What the exercise asks =
Scan the records below and say how many lines include the word "Palm", giving no other text.

Information given =

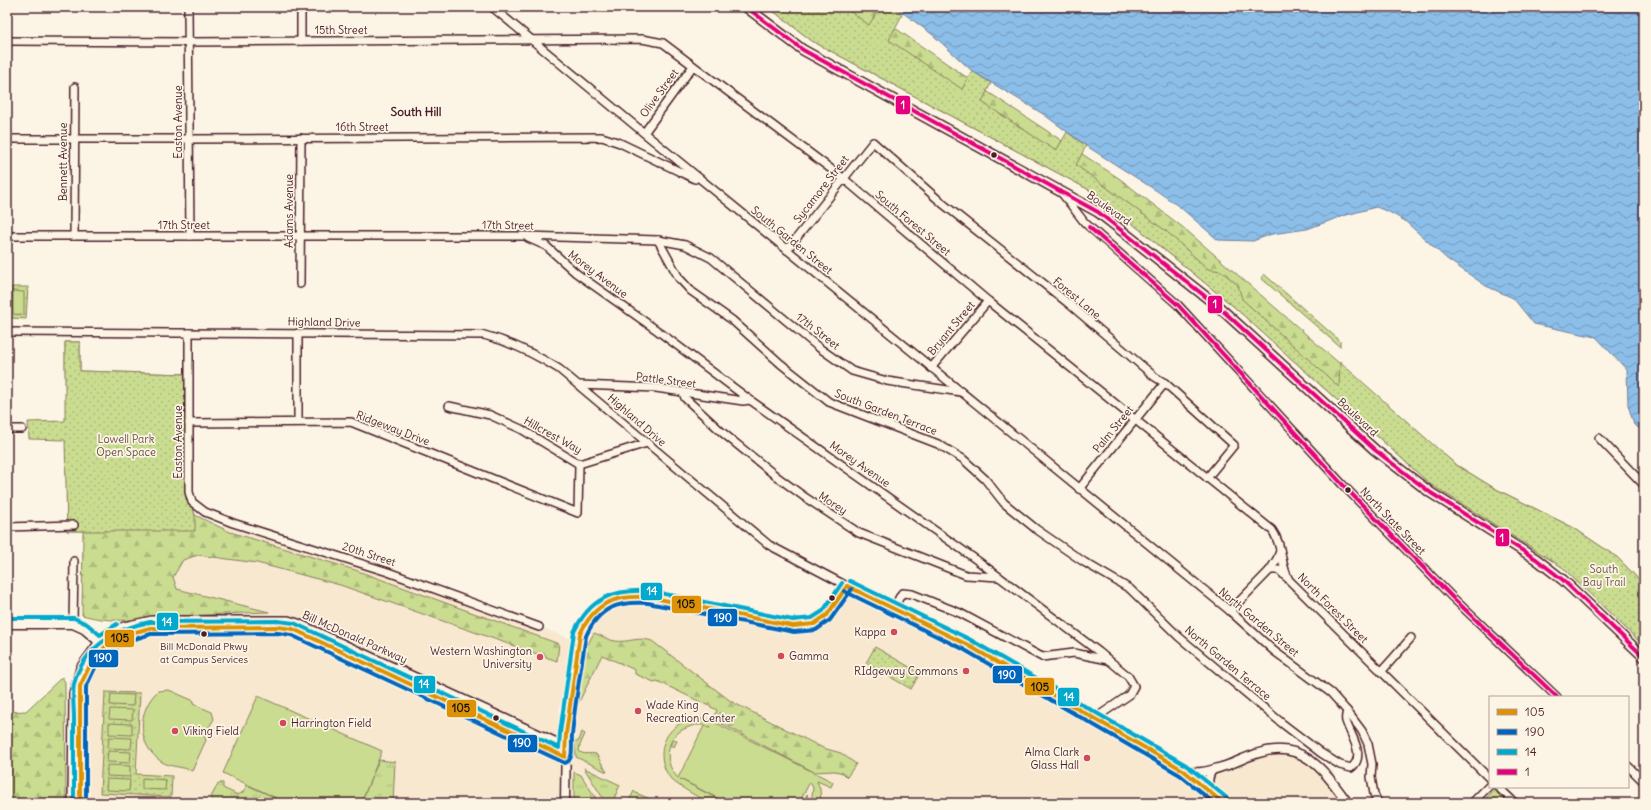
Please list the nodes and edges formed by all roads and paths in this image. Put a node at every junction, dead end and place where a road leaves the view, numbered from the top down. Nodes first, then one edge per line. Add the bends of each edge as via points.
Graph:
1 (188, 7) edge
2 (301, 7) edge
3 (492, 7) edge
4 (746, 7) edge
5 (533, 40) junction
6 (7, 41) edge
7 (301, 41) junction
8 (189, 42) junction
9 (672, 49) joint
10 (693, 66) junction
11 (75, 88) dead end
12 (644, 133) junction
13 (301, 138) junction
14 (7, 139) edge
15 (75, 139) junction
16 (189, 139) junction
17 (873, 142) joint
18 (844, 178) junction
19 (706, 184) junction
20 (1059, 191) junction
21 (7, 236) edge
22 (74, 236) junction
23 (190, 236) junction
24 (301, 236) junction
25 (525, 236) junction
26 (658, 240) junction
27 (787, 250) junction
28 (300, 284) dead end
29 (988, 301) junction
30 (7, 332) edge
31 (189, 333) junction
32 (298, 333) junction
33 (931, 368) junction
34 (1165, 383) junction
35 (579, 384) junction
36 (683, 393) junction
37 (964, 393) junction
38 (750, 400) junction
39 (449, 406) dead end
40 (1135, 419) junction
41 (298, 422) junction
42 (189, 423) junction
43 (7, 429) edge
44 (22, 429) dead end
45 (1599, 438) dead end
46 (647, 443) junction
47 (579, 464) junction
48 (1207, 478) junction
49 (1644, 486) edge
50 (1079, 489) junction
51 (192, 502) joint
52 (74, 525) dead end
53 (7, 527) edge
54 (1043, 534) joint
55 (1281, 549) junction
56 (74, 561) dead end
57 (1270, 570) junction
58 (1000, 577) junction
59 (1289, 580) junction
60 (847, 586) junction
61 (893, 609) junction
62 (1230, 611) junction
63 (7, 624) edge
64 (73, 624) junction
65 (539, 627) dead end
66 (1411, 638) dead end
67 (102, 644) junction
68 (1644, 657) edge
69 (1108, 660) junction
70 (1381, 672) junction
71 (1556, 696) edge
72 (1347, 711) junction
73 (1094, 719) junction
74 (565, 747) junction
75 (565, 757) junction
76 (1629, 767) edge
77 (1214, 769) junction
78 (1183, 770) junction
79 (1489, 778) edge
80 (1644, 782) edge
81 (1489, 786) edge
82 (1499, 788) edge
83 (1213, 794) junction
84 (73, 803) edge
85 (80, 803) edge
86 (565, 803) edge
87 (1222, 803) edge
88 (1348, 803) edge
89 (1378, 803) edge
90 (1472, 803) edge
91 (1515, 803) edge

1 - 8 street, Easton Avenue
2 - 7 street
3 - 5 street, South Garden Street
4 - 20 main road, Boulevard via 803,50
5 - 7 street, 15th Street
5 - 9 street, 15th Street via 642,39 663,42
5 - 12 street, South Garden Street
6 - 8 street, 15th Street
7 - 8 street, 15th Street
8 - 16 street, Easton Avenue
9 - 10 street, South Forest Street
10 - 12 street, Olive Street
10 - 18 street, South Forest Street
11 - 15 street, Bennett Avenue
12 - 19 street, South Garden Street
13 - 16 street, 16th Street
13 - 19 street, 16th Street via 602,137
13 - 24 street, Adams Avenue
14 - 15 street, 16th Street
15 - 16 street, 16th Street
15 - 22 street, Bennett Avenue
16 - 23 street, Easton Avenue
17 - 18 street, Sycamore Street
17 - 34 street, Forest Lane via 942,202
18 - 27 street, Sycamore Street
18 - 29 street, South Forest Street
19 - 27 street, South Garden Street
20 - 68 main road, Boulevard via 1098,212 1220,308 1375,450 1431,493 1536,559 1563,580
20 - 71 street, North State Street via 1085,223 1178,305 1348,490 1452,597
21 - 22 street, 17th Street
22 - 23 street, 17th Street
23 - 24 street, 17th Street
24 - 25 street, 17th Street
24 - 28 street, Adams Avenue
25 - 26 street, 17th Street
25 - 38 street, Morey Avenue via 546,246 576,273
26 - 37 street, 17th Street via 685,245 711,258 818,347 852,371 887,381
26 - 54 street, South Garden Terrace via 679,278 691,291 732,320 829,402 938,444 963,459 985,479 1004,503
27 - 33 street, South Garden Street
29 - 33 street, Bryant Street
29 - 40 street, South Forest Street
30 - 31 street, Highland Drive
31 - 32 street, Highland Drive
31 - 42 street, Easton Avenue
32 - 35 street, Highland Drive via 484,335 542,358
32 - 41 street
33 - 37 street, South Garden Street
34 - 40 street, Palm Street
34 - 48 street, Forest Lane via 1234,446
35 - 36 street, Pattle Street via 656,388
35 - 46 street, Highland Drive
36 - 38 street, Pattle Street
36 - 58 street, Morey via 685,398 724,433 776,476 859,533 966,575
37 - 50 street, South Garden Street
38 - 58 street, Morey Avenue
39 - 47 street, Hillcrest Way via 490,415 521,429
40 - 48 street, North Forest Street
40 - 50 street, Palm Street
41 - 42 street, Ridgeway Drive
41 - 47 street, Ridgeway Drive via 351,422 578,513
42 - 51 street, Easton Avenue via 189,492
43 - 44 street
45 - 49 street
46 - 47 street, Hillcrest Way
46 - 60 street, Highland Drive via 769,545
48 - 55 street, North Forest Street via 1272,530
50 - 62 street, North Garden Street
51 - 65 street, 20th Street via 205,512 233,523 388,572
52 - 53 street
54 - 72 street, North Garden Terrace via 1130,590 1179,637 1283,724 1321,753 1340,765 1351,768 1356,764 1358,757 1346,720
55 - 57 street
55 - 59 street, North Forest Street
56 - 64 street
57 - 59 street via 1279,570
57 - 62 street
58 - 69 street, Morey Avenue
59 - 70 street, North Forest Street
60 - 61 street, Highland Drive
60 - 74 street via 828,615 814,624 793,626 642,596 618,598 604,604 587,620 580,634
61 - 69 street via 902,593 912,594 960,613 1042,657 1074,653
61 - 73 street, Highland Drive via 966,644
62 - 72 street, North Garden Street via 1274,651 1330,693
63 - 64 street
64 - 67 street via 84,629
66 - 70 street
67 - 74 main road, Bill McDonald Parkway via 124,627 152,621 288,621
67 - 75 main road, Bill McDonald Parkway via 150,628 288,628
67 - 84 main road, Bill McDonald Parkway via 87,658 81,668 74,692
67 - 85 main road, Bill McDonald Parkway via 84,672 80,686
69 - 73 street, Morey Avenue via 1128,676 1134,686 1129,695
70 - 79 street, North Forest Street
72 - 89 street, North Garden Street via 1368,744 1372,764 1371,777
73 - 78 street, Highland Drive
74 - 75 street
75 - 86 street
76 - 80 street
77 - 78 street via 1201,773
77 - 83 street via 1208,780
77 - 88 street via 1272,750 1295,752 1307,756 1319,766
78 - 83 street
81 - 90 street
82 - 91 street
83 - 87 street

Problem solution =
2